Decisions

September, 2018

Decisions 

I’ve been wondering, pondering decisions, how they are made or not made. 

Not the decisions I’ve already made- I’ve found myself to be lacking the ability to acknowledge and praise my own good decision making and too quick to slide into self-indulgent, guilt ridden ridicule for some of the others. 

Neither of which makes for a pleasant visit down memory lane. 

I’m not revisiting, for now. 

I’m not sure if we are required or do make more decisions than ever before.  It does feel that way. 

From the posts we like, to the diets or lifestyle we choose, to the workouts we adhere to…. endless. 

I recently found myself staring at a wall full of travel books at the local book store, I’m planning an upcoming trip. 

There were so many to choose from, my 10-minute errand was morphing into an epic adventure.  I started flipping through and comparing, and, obviously, none of them had every feature I wanted. I finally chose one.  I wondered on the way home, if I’d made THE.RIGHT.CHOICE.ABOUT.A.TRAVEL.BOOK. 

                Like There Is One. 

That situation is probably why, when I find a brand or place I like, I don’t bother changing. 

I don’t want to have to make a new decision. 

I think of my decision-making ability as limited.  Every morning, after a good night’s rest, my decision-making ability tank is full, supercharged even. (all bets are off if a good night’s sleep didn’t happen) 

The more decisions I make during the course of the day, the emptier my tank gets. Stress, not eating right, too much sugar, distractions, all influence the number and quality of the decisions. 

It’s why I start the day with limited breakfast options, I don’t want to waste my valuable decision allotment on something I already know how to do well. 

This is not a new concept.  I have a friend who only owns black socks, all the same brand, one less decision a day. (seems to work, he’s brilliant and accomplished, btw) 

I’ve realized the simple decisions for me, like eating right and exercising, support my core beliefs about health and fitness. 

The bigger decision, the ones that affect the other things I profess to care about in my life, are a struggle. (It’s possible I am discovering my core beliefs are not in alignment with..., I think that is a post for another day) 

I’m working on a combo of pro-ing and con-ning my way through to a decision and doing a gut check. 

What I’ve realized; if I check in and see if every pro and con I’ve listed feels right on its own merit, I get a little closer to where I need to be. 
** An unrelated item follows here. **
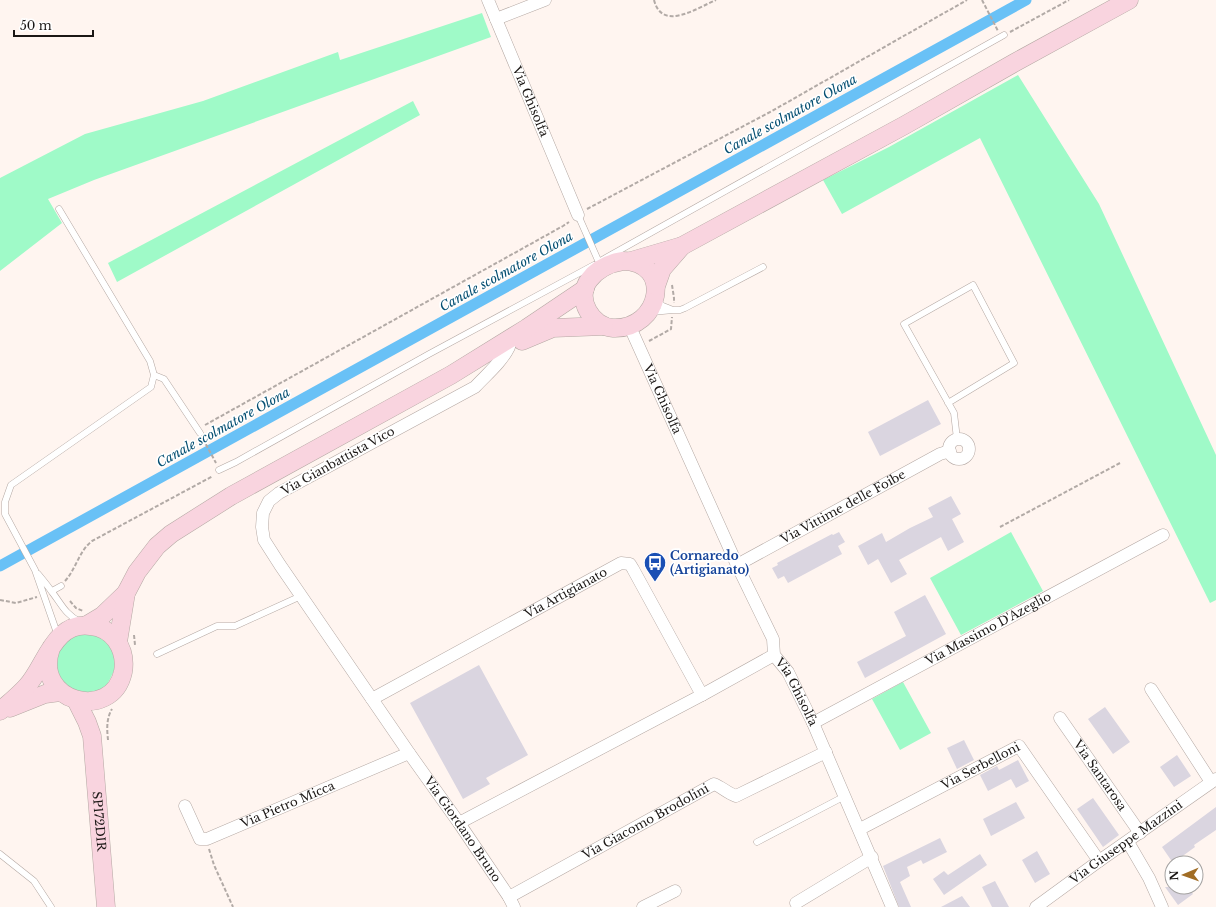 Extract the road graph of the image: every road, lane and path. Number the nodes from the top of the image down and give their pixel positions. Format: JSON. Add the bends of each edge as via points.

Because, what my friends, acquaintances, and society may think is the wrong thing for me to do, might be the one that’s calling me the most. And what some folks think is the right thing to do might feel soul sucking to me. (I’m not talking about things that are clearly right or wrong, or out of alignment with a good moral code). 

The biggest hurdle with a decision, the thing that stops me in my tracks, is that feeling like each decision is permanent.  That the decision I make is going to have long-lasting, far-reaching and possibly damaging effects. 

And, some decisions are permanent, it’s true. And important to get right. 

A lot of them though, aren’t. 

What they really are are choices. 

Choices that I am making with the information I have, based upon the criteria I’m judging them against. 

If I want to make “better” decisions, I may have to start with changing a framework that I’ve built.  Or acknowledging that there is a framework.  That I am being less than open-minded or objective about the decision or idea in front of me. 

I could be taking the easy route because while the decision may not be perfect, it’ll get me mostly there. 

I could be basing a decision on some story I’ve built in my head about possible outcomes-which at some point might have been an excellent coping strategy but now just keeps me stuck. 

There are lot of decisions to be made. 

There are even decisions to be made about what decisions need to be made. 

I’m trying a new strategy. 

I’m asking myself some questions. 

By when do I need to make this decision? 

Who will this decision affect? 

Will making this decision affect my life or the lives of others in a positive way? 

I’m going to apply the rules I use to the decisions I make easily and see if there is a pattern I can use. 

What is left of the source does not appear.